To what extent The Memory Band can really be labeled “folk” is debatable: despite the fact that they rely primarily upon acoustic instrumentation (with some electronically-aided production and percussion loops) and cover some traditional material, they seem more aligned with a tepid current of “respectable” British pop. Their takes on traditional British folk tunes (“Blackwaterside,” “Green Grows the Laurel”) are curiously sterile and unenthusiastic, while Cracknell’s acoustic originals sound like throwaway impromptu sessions recorded down at the local pub. That brings us to the covers, which aren’t particularly folk-friendly either. Cracknell and Co. transform Rotary Connection’s “Want You To Know” (the band also takes its name from the Rotary Connection track “Memory Band”) into a bloodless and syrupy acoustic ballad, and a similar procedure is applied to Carly Simon’s “Why.” Apron Strings’s final and best track is a take on Ronnie Lane’s “The Poacher,” which benefits from a fuller arrangement than most of the album and sticks fairly close to the original.

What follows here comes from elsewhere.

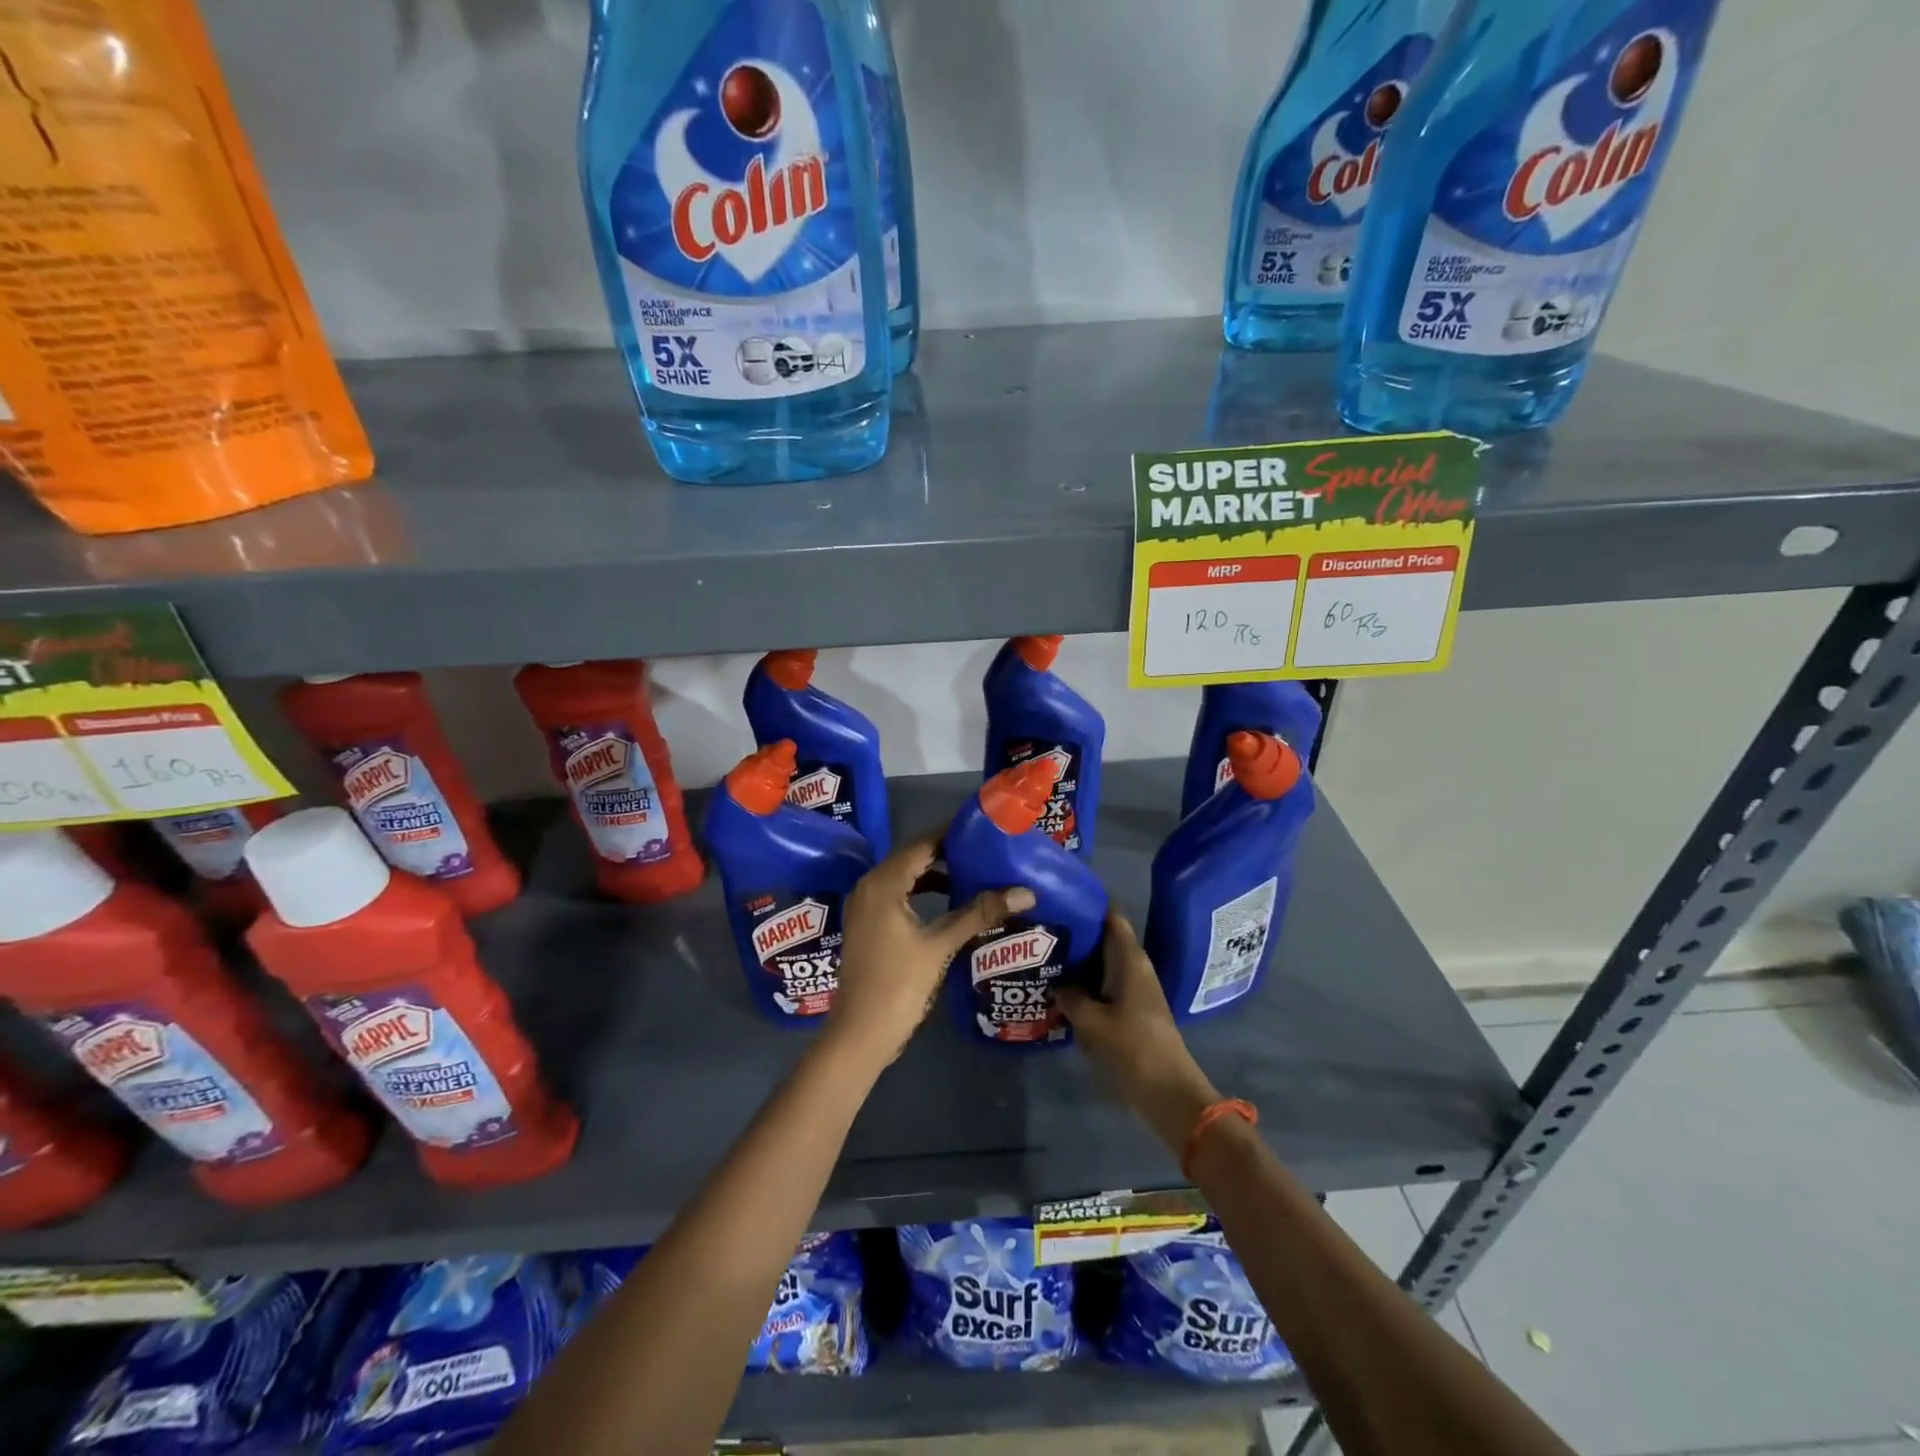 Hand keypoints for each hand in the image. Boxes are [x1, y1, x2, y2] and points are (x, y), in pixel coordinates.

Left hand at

The Memory Band is clearly Stephen Cracknell’s project, and Apron Strings, despite the talent of the supporting players, can’t overcome his limitations in songwriting and his lack of musical vision. The album feels like the work of a loose-knit collective without any real guiding force, the product of a bunch of friends recording for their own pleasure in their spare time, and without much concern for the end result.